→ TASK ITEM: Whenever a line of the material contains the string "Glineur", it should be copied.

•••

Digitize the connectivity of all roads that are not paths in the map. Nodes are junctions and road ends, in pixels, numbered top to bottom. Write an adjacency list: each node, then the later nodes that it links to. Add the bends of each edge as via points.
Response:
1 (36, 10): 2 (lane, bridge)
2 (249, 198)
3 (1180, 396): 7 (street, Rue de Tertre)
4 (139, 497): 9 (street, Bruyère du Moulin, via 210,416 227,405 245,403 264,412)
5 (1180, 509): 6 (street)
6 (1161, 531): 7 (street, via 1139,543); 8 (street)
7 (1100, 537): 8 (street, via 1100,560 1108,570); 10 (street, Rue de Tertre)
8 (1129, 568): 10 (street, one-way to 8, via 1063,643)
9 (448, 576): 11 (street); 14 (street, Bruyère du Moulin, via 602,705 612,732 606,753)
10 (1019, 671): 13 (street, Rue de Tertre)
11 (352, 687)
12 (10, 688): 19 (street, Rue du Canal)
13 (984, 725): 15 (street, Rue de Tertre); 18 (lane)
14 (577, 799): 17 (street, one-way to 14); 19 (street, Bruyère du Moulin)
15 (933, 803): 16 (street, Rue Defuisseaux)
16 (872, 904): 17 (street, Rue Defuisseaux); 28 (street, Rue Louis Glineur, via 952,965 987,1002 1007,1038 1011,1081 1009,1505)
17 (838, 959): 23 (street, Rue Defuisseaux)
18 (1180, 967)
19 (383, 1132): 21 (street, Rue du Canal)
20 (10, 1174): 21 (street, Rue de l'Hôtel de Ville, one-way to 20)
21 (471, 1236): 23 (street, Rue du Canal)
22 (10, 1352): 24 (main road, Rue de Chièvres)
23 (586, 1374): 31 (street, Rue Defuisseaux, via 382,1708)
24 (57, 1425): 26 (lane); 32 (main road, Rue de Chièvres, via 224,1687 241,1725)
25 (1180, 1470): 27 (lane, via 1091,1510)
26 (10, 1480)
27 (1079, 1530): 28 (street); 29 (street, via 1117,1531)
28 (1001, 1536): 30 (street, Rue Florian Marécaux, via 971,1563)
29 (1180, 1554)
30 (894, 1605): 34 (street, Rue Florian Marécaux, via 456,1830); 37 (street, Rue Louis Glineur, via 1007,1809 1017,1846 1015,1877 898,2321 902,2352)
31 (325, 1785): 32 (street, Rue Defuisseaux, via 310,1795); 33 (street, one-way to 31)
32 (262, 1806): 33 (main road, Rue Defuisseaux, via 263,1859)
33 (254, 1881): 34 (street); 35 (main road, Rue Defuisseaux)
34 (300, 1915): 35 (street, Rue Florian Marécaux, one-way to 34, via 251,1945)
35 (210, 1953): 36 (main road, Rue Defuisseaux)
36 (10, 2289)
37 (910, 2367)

•••

→ WRITTEN RESPONSE:
16 (872, 904): 17 (street, Rue Defuisseaux); 28 (street, Rue Louis Glineur, via 952,965 987,1002 1007,1038 1011,1081 1009,1505)
30 (894, 1605): 34 (street, Rue Florian Marécaux, via 456,1830); 37 (street, Rue Louis Glineur, via 1007,1809 1017,1846 1015,1877 898,2321 902,2352)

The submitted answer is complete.